If the Q5 were to be Audi's most popular model in Mzansi, then the Audi SQ5 Sportback is probably the aspirational upgrade for those wanting some extra sport in their SUV. Wielding two extra cylinders compared to the standard car, a more interesting and fierce design, and no shortage of cabin tech, it's punchy without forgetting about practicality.
Audi's 3.0-liter TFSI V6 petrol engine and 8-speed Tiptronic gearbox are familiar from elsewhere in the automaker's lineup; so, too, is the quattro all-wheel drive. That's no bad thing. Here, the 260 kW and 500 Nm of torque offer a welcome uptick over the standard Audi Q5 with its 2.0-litre four-cylinder – enough so for a 0-100 km/h sprint time of 5.4 seconds.
Here, Audi's aesthetic is holding up nicely. Ambient lighting helps lift what could otherwise be a fairly sober interior, the glitter of the Carbon Atlas trim inlays are a little subdued next to the black leather and Dynamica faux-suede surfaces. A 10.1” touchscreen is standard, with wireless Apple CarPlay and Android Auto support, plus the optional panoramic glass sunroof, rear privacy glass, Audi's pre-safety suite of active safety tech, and both blind-spot and rear cross-traffic warnings.

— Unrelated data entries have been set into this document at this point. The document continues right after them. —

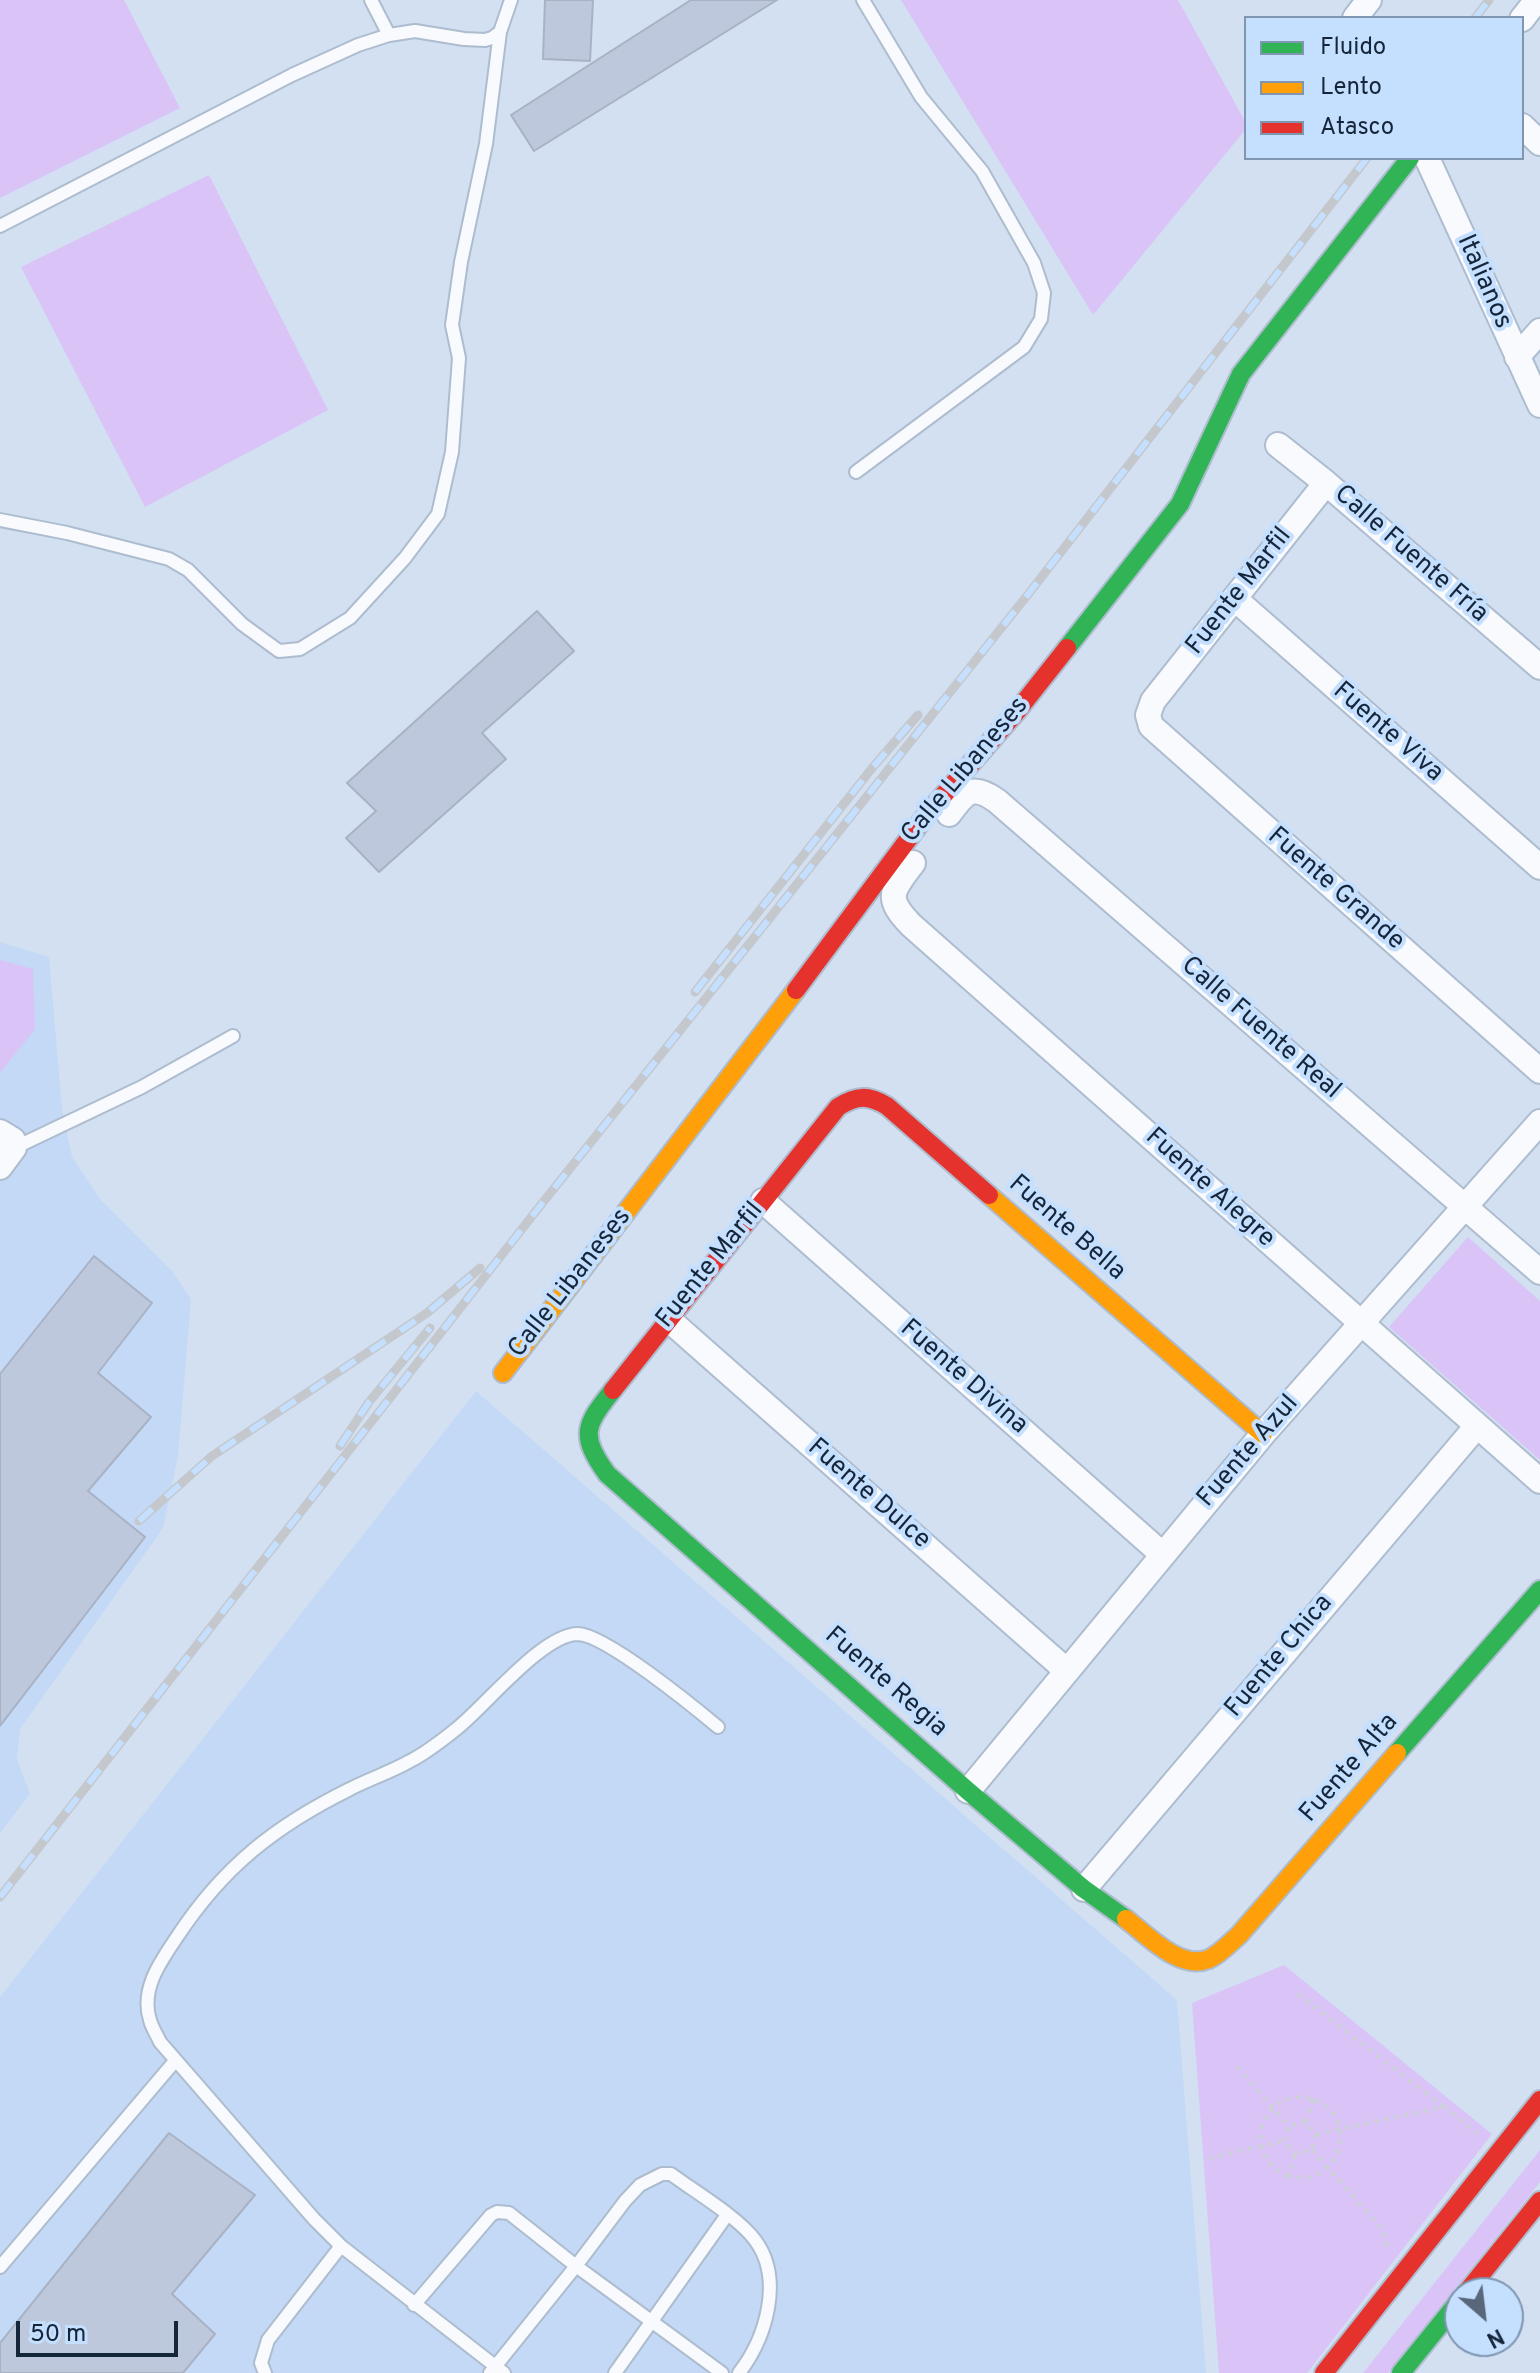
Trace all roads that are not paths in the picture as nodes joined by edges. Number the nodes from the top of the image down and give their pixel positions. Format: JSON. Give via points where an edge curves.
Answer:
{"nodes":[{"id":1,"x":371,"y":0,"type":"edge"},
{"id":2,"x":511,"y":0,"type":"edge"},
{"id":3,"x":863,"y":0,"type":"edge"},
{"id":4,"x":1369,"y":0,"type":"edge"},
{"id":5,"x":1537,"y":0,"type":"edge"},
{"id":6,"x":1357,"y":16,"type":"edge"},
{"id":7,"x":1524,"y":16,"type":"edge"},
{"id":8,"x":500,"y":32,"type":"junction"},
{"id":9,"x":389,"y":35,"type":"junction"},
{"id":10,"x":1524,"y":128,"type":"edge"},
{"id":11,"x":1540,"y":143,"type":"edge"},
{"id":12,"x":1408,"y":160,"type":"edge"},
{"id":13,"x":1428,"y":160,"type":"edge"},
{"id":14,"x":0,"y":226,"type":"edge"},
{"id":15,"x":1540,"y":331,"type":"edge"},
{"id":16,"x":1517,"y":357,"type":"junction"},
{"id":17,"x":1540,"y":405,"type":"edge"},
{"id":18,"x":1278,"y":445,"type":"dead end"},
{"id":19,"x":856,"y":472,"type":"dead end"},
{"id":20,"x":1326,"y":483,"type":"junction"},
{"id":21,"x":0,"y":520,"type":"edge"},
{"id":22,"x":1235,"y":599,"type":"junction"},
{"id":23,"x":1540,"y":667,"type":"edge"},
{"id":24,"x":1153,"y":701,"type":"joint"},
{"id":25,"x":1540,"y":867,"type":"edge"},
{"id":26,"x":894,"y":888,"type":"joint"},
{"id":27,"x":233,"y":1036,"type":"dead end"},
{"id":28,"x":1540,"y":1071,"type":"edge"},
{"id":29,"x":831,"y":1118,"type":"joint"},
{"id":30,"x":1540,"y":1122,"type":"edge"},
{"id":31,"x":5,"y":1149,"type":"edge"},
{"id":32,"x":763,"y":1201,"type":"junction"},
{"id":33,"x":1465,"y":1208,"type":"junction"},
{"id":34,"x":1540,"y":1272,"type":"edge"},
{"id":35,"x":668,"y":1319,"type":"junction"},
{"id":36,"x":1361,"y":1324,"type":"junction"},
{"id":37,"x":503,"y":1373,"type":"dead end"},
{"id":38,"x":592,"y":1416,"type":"joint"},
{"id":39,"x":1477,"y":1426,"type":"junction"},
{"id":40,"x":1263,"y":1434,"type":"junction"},
{"id":41,"x":1540,"y":1481,"type":"edge"},
{"id":42,"x":1162,"y":1554,"type":"junction"},
{"id":43,"x":1540,"y":1590,"type":"edge"},
{"id":44,"x":1067,"y":1671,"type":"junction"},
{"id":45,"x":718,"y":1727,"type":"dead end"},
{"id":46,"x":968,"y":1791,"type":"junction"},
{"id":47,"x":1084,"y":1889,"type":"junction"},
{"id":48,"x":1186,"y":1962,"type":"joint"},
{"id":49,"x":175,"y":2061,"type":"junction"},
{"id":50,"x":1540,"y":2100,"type":"edge"},
{"id":51,"x":1540,"y":2201,"type":"edge"},
{"id":52,"x":727,"y":2215,"type":"junction"},
{"id":53,"x":341,"y":2246,"type":"junction"},
{"id":54,"x":576,"y":2266,"type":"junction"},
{"id":55,"x":0,"y":2267,"type":"edge"},
{"id":56,"x":1479,"y":2277,"type":"edge"},
{"id":57,"x":414,"y":2305,"type":"junction"},
{"id":58,"x":1444,"y":2320,"type":"edge"},
{"id":59,"x":652,"y":2321,"type":"junction"},
{"id":60,"x":496,"y":2371,"type":"edge"},
{"id":61,"x":265,"y":2373,"type":"edge"},
{"id":62,"x":615,"y":2373,"type":"edge"},
{"id":63,"x":722,"y":2373,"type":"edge"},
{"id":64,"x":739,"y":2373,"type":"edge"},
{"id":65,"x":1324,"y":2373,"type":"edge"},
{"id":66,"x":1401,"y":2373,"type":"edge"}],
"edges":[{"from":1,"to":9,"type":"lane"},
{"from":2,"to":8,"type":"lane"},
{"from":3,"to":19,"type":"lane","via":[[921,97],[982,171],[1034,263],[1044,293],[1041,319],[1024,347]]},
{"from":4,"to":6,"type":"street"},
{"from":5,"to":7,"type":"street"},
{"from":8,"to":9,"type":"lane","via":[[485,40],[415,31]]},
{"from":8,"to":21,"type":"lane","via":[[486,144],[452,325],[459,358],[452,452],[438,514],[350,618],[300,649],[279,651],[169,559]]},
{"from":9,"to":14,"type":"lane","via":[[292,75]]},
{"from":10,"to":11,"type":"street"},
{"from":12,"to":37,"type":"street","name":"Calle Libaneses","via":[[1241,374],[1172,514],[1018,710],[927,814]]},
{"from":13,"to":16,"type":"street","name":"Italianos"},
{"from":15,"to":16,"type":"street"},
{"from":16,"to":17,"type":"street","name":"Italianos"},
{"from":18,"to":20,"type":"street","name":"Calle Fuente Fría"},
{"from":20,"to":22,"type":"street","name":"Fuente Marfil"},
{"from":20,"to":23,"type":"street","name":"Calle Fuente Fría"},
{"from":22,"to":24,"type":"street","name":"Fuente Marfil"},
{"from":22,"to":25,"type":"street","name":"Fuente Viva"},
{"from":24,"to":28,"type":"street","name":"Fuente Grande","via":[[1151,726]]},
{"from":26,"to":33,"type":"street","name":"Calle Fuente Real","via":[[958,801],[979,790],[1071,863]]},
{"from":26,"to":36,"type":"street","name":"Fuente Alegre","via":[[900,913],[911,925]]},
{"from":27,"to":31,"type":"lane","via":[[142,1087]]},
{"from":29,"to":32,"type":"street","name":"Fuente Marfil"},
{"from":29,"to":40,"type":"street","name":"Fuente Bella","via":[[838,1107],[861,1095],[887,1106]]},
{"from":30,"to":33,"type":"street","name":"Fuente Azul"},
{"from":32,"to":35,"type":"street","name":"Fuente Marfil"},
{"from":32,"to":42,"type":"street","name":"Fuente Divina"},
{"from":33,"to":34,"type":"street","name":"Calle Fuente Real"},
{"from":33,"to":36,"type":"street","name":"Fuente Azul"},
{"from":35,"to":38,"type":"street","name":"Fuente Marfil"},
{"from":35,"to":44,"type":"street","name":"Fuente Dulce"},
{"from":36,"to":39,"type":"street","name":"Fuente Alegre"},
{"from":36,"to":40,"type":"street","name":"Fuente Azul"},
{"from":38,"to":46,"type":"street","name":"Fuente Regia","via":[[588,1442],[607,1474]]},
{"from":39,"to":41,"type":"street","name":"Fuente Alegre"},
{"from":39,"to":47,"type":"street","name":"Fuente Chica"},
{"from":40,"to":42,"type":"street","name":"Fuente Azul"},
{"from":42,"to":44,"type":"street","name":"Fuente Azul"},
{"from":43,"to":48,"type":"street","name":"Fuente Alta","via":[[1239,1935],[1207,1960]]},
{"from":44,"to":46,"type":"street","name":"Fuente Azul"},
{"from":45,"to":49,"type":"lane","via":[[593,1637],[576,1634],[558,1640],[457,1729],[412,1760],[287,1824],[243,1857],[196,1907],[157,1967],[147,1993],[149,2018]]},
{"from":46,"to":47,"type":"street","name":"Fuente Regia"},
{"from":47,"to":48,"type":"street","name":"Fuente Regia"},
{"from":49,"to":53,"type":"lane"},
{"from":49,"to":55,"type":"lane"},
{"from":50,"to":65,"type":"street"},
{"from":51,"to":56,"type":"street"},
{"from":52,"to":54,"type":"lane","via":[[671,2174],[662,2174],[640,2185],[625,2201]]},
{"from":52,"to":59,"type":"lane"},
{"from":52,"to":64,"type":"lane","via":[[753,2237],[765,2256],[769,2285],[762,2333]]},
{"from":53,"to":57,"type":"lane"},
{"from":53,"to":61,"type":"lane","via":[[268,2340],[261,2363]]},
{"from":54,"to":57,"type":"lane","via":[[509,2213],[497,2212]]},
{"from":54,"to":59,"type":"lane"},
{"from":54,"to":60,"type":"lane"},
{"from":57,"to":60,"type":"lane"},
{"from":58,"to":66,"type":"street"},
{"from":59,"to":62,"type":"lane"},
{"from":59,"to":63,"type":"lane"}]}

It's all very familiar if you've been in any other semi-recent Audi, though, I prefer it when the automaker integrates the infotainment screen into the dash: the Audi SQ5's panel looks a little like an afterthought.
The regular Q5 feels adequate, if not exactly bubbling over with enthusiasm. Think family stalwart – reassuringly steady and balanced – with suspension on the firm side. For the SQ5 SUV, the R19,200 S sport package adds adaptive air suspension and a rear differential, allowing for more flexibility in the dynamics. Comfort mode, as a result, actually feels more cosseting than in the standard Q5 because Audi can dial in some extra compliance.
On the flip side, Dynamic mode – Audi-speak for what other manufacturers might call Sport – tamps down on SUV body roll and leaves the Audi SQ5 far more poised and eager. This isn't one of Audi's most beastly RS-badged models, but there are definitely more opportunities for smiles as the combination of low-rev torque and compliant, predictable handling builds your confidence. Even the 21” wheels – part of the R30 500 wheel package, and replacing the standard 20” – don't take much of a toll, with the horrors of all but the most wretched asphalt kept at arm's reach.
Things, though, do get expensive if you want the best the SQ5 has to offer. Though it starts at R 1,208,000, the Prestige package, with niceties like the virtual cockpit, OLED taillights, 360-degree camera, heads-up display, navigation, adaptive cruise control, Matrix LED headlamps, City Assistance package, adaptive cruise control and Bang & Olufsen premium sound add more than R200,000.
At that point, you're in Porsche Macan S territory, and that's a sporting benchmark the SQ5 SUV can't quite match. Audi's SUV is definitely warmer and more enthusiastic than the standard Q5, but the Macan still best it both there and in badge prestige.
It comes standard with a five-year Audi Freeway Plan.
Audi's Q5 range is a little odd. Though the SQ5 SUV is undoubtedly the clearest vision of sportiness – and the most expensive.
Outright power and speed aren't everything, of course, and the SQ5 SUV’s charming design counts for a lot. Restrain yourself in the options and Audi's overall package feels more than the sum of its parts. Almost all of the practicality of an SUV, with enough to keep an enthusiast driver engaged. There's plenty here to like.